# [Required action]
Your task is to copy each line of the material that holds the word "Write".

# [Supplied data]
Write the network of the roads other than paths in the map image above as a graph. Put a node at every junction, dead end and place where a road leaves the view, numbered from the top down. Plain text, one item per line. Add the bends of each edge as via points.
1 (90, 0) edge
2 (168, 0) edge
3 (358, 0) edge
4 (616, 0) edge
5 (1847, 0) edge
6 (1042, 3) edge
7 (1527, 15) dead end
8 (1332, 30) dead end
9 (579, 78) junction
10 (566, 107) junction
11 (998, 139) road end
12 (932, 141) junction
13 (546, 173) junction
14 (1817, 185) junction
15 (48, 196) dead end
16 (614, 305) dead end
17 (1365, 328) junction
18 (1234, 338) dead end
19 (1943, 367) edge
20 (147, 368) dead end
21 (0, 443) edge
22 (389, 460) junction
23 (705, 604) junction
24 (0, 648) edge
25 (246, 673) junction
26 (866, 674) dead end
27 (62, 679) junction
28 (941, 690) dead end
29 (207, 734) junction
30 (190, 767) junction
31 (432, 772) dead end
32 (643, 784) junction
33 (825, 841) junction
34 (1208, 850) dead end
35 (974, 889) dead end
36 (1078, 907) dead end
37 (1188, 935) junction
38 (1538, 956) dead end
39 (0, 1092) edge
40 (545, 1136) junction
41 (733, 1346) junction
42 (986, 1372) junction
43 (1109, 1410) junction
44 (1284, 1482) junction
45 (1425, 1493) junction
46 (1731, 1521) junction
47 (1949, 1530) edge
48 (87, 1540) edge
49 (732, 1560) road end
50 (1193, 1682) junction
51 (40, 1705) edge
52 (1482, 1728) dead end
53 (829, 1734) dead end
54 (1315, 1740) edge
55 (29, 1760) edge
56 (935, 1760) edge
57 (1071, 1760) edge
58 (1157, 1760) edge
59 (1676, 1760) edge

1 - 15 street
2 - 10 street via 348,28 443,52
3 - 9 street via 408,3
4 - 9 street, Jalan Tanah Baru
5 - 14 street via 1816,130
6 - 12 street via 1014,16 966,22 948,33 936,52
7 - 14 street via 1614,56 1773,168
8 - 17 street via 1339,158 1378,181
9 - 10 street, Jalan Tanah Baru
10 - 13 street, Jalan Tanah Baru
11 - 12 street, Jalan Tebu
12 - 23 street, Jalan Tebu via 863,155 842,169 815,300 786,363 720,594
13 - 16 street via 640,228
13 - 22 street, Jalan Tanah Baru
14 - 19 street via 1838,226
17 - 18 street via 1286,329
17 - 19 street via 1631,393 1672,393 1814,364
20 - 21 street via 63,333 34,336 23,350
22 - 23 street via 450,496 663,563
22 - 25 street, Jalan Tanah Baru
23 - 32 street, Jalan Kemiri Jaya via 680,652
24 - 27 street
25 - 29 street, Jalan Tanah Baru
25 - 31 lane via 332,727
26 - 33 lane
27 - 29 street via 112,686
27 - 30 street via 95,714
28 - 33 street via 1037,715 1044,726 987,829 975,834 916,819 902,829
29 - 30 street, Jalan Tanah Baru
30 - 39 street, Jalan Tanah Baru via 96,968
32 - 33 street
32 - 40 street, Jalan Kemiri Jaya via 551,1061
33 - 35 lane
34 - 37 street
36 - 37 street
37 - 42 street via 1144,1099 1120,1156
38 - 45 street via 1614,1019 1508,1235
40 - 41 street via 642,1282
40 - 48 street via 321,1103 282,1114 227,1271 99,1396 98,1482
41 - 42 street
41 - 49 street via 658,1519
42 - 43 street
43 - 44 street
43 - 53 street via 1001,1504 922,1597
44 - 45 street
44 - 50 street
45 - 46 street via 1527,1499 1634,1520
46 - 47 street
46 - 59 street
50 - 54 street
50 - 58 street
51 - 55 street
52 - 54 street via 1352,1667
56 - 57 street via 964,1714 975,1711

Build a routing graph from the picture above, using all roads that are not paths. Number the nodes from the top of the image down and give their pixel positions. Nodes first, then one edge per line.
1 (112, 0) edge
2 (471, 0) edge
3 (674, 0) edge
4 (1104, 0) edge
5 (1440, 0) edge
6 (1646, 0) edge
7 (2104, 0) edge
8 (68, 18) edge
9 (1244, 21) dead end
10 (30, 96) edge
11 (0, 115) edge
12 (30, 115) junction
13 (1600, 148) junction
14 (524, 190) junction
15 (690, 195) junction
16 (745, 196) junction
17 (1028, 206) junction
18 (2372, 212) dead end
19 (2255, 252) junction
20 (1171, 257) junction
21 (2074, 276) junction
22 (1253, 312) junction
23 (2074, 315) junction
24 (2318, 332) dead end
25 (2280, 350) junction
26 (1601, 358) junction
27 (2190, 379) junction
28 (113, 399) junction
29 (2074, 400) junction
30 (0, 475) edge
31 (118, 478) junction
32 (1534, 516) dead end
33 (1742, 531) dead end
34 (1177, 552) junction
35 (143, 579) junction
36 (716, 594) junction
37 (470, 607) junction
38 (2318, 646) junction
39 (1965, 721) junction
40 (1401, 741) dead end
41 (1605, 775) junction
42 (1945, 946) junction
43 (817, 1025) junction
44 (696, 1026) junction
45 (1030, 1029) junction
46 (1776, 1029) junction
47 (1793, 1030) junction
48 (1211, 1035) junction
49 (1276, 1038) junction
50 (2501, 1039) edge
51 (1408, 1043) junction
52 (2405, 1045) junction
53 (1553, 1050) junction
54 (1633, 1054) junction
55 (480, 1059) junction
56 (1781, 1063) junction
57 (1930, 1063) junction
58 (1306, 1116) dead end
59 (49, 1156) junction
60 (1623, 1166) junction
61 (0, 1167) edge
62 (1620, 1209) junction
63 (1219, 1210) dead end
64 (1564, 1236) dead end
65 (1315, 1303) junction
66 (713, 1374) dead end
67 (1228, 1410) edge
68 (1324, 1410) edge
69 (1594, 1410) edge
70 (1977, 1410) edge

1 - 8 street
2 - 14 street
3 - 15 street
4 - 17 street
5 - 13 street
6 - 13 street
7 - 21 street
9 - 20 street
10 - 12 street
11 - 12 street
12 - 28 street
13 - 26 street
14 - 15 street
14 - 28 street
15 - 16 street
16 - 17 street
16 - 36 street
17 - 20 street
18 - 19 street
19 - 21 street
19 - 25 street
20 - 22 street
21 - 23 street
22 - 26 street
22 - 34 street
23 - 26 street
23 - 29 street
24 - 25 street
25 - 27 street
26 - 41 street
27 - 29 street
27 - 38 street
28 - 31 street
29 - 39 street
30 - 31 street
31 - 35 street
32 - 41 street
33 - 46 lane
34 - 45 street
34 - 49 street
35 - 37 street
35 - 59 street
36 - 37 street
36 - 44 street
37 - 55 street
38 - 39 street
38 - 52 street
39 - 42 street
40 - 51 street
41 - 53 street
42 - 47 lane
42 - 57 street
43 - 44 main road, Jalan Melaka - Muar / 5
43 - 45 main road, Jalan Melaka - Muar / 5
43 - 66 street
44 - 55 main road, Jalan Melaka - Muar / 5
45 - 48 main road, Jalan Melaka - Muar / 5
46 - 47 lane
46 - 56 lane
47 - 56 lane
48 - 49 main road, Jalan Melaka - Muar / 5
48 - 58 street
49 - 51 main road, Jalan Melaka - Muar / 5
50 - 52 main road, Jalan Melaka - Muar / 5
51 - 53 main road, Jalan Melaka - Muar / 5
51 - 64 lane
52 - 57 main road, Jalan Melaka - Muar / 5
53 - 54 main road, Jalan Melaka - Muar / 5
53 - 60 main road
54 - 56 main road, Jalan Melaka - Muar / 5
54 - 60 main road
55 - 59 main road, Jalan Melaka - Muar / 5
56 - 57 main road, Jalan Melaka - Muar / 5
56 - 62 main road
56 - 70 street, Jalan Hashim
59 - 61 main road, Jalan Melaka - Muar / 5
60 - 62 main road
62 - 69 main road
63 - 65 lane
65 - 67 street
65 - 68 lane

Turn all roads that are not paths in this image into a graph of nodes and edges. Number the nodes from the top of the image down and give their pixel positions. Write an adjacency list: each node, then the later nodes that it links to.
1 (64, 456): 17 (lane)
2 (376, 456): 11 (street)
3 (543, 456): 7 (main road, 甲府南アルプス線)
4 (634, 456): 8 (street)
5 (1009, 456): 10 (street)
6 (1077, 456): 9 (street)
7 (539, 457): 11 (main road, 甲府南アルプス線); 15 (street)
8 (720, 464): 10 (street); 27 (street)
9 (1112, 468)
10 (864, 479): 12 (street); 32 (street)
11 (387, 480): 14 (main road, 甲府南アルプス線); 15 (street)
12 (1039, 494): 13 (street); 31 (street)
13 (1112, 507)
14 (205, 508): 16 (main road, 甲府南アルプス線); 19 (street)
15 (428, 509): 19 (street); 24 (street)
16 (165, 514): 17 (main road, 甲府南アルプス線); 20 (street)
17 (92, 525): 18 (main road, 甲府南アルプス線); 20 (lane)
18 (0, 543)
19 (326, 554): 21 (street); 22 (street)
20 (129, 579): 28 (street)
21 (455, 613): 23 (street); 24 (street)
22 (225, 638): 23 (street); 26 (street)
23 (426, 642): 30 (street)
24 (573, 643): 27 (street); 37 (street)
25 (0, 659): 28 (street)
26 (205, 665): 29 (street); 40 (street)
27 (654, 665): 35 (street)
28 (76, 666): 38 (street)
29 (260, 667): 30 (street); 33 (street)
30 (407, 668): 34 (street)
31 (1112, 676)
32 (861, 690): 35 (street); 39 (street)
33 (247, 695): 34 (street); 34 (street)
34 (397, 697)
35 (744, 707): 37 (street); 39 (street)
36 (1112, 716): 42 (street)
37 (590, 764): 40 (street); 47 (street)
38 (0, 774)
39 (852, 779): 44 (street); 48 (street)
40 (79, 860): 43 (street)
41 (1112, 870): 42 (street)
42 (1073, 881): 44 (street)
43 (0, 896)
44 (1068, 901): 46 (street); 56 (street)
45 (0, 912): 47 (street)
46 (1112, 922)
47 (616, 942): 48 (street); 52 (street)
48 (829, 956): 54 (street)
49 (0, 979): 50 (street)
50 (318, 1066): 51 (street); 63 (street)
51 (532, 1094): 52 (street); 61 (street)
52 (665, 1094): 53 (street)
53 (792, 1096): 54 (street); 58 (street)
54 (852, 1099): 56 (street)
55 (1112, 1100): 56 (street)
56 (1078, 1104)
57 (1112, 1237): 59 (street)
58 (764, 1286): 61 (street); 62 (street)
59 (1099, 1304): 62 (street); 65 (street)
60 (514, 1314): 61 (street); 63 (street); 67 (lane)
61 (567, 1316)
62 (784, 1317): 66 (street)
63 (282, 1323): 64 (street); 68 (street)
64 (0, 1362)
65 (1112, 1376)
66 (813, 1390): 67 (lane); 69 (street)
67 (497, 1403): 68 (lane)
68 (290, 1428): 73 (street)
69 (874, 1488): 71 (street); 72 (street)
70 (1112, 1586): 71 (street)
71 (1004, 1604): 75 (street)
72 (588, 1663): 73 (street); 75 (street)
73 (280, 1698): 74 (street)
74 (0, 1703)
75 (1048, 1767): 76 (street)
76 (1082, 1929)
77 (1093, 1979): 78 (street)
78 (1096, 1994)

# [The completed task]
Write the network of the roads other than paths in the map image above as a graph. Put a node at every junction, dead end and place where a road leaves the view, numbered from the top down. Plain text, one item per line. Add the bends of each edge as via points.
Turn all roads that are not paths in this image into a graph of nodes and edges. Number the nodes from the top of the image down and give their pixel positions. Write an adjacency list: each node, then the later nodes that it links to.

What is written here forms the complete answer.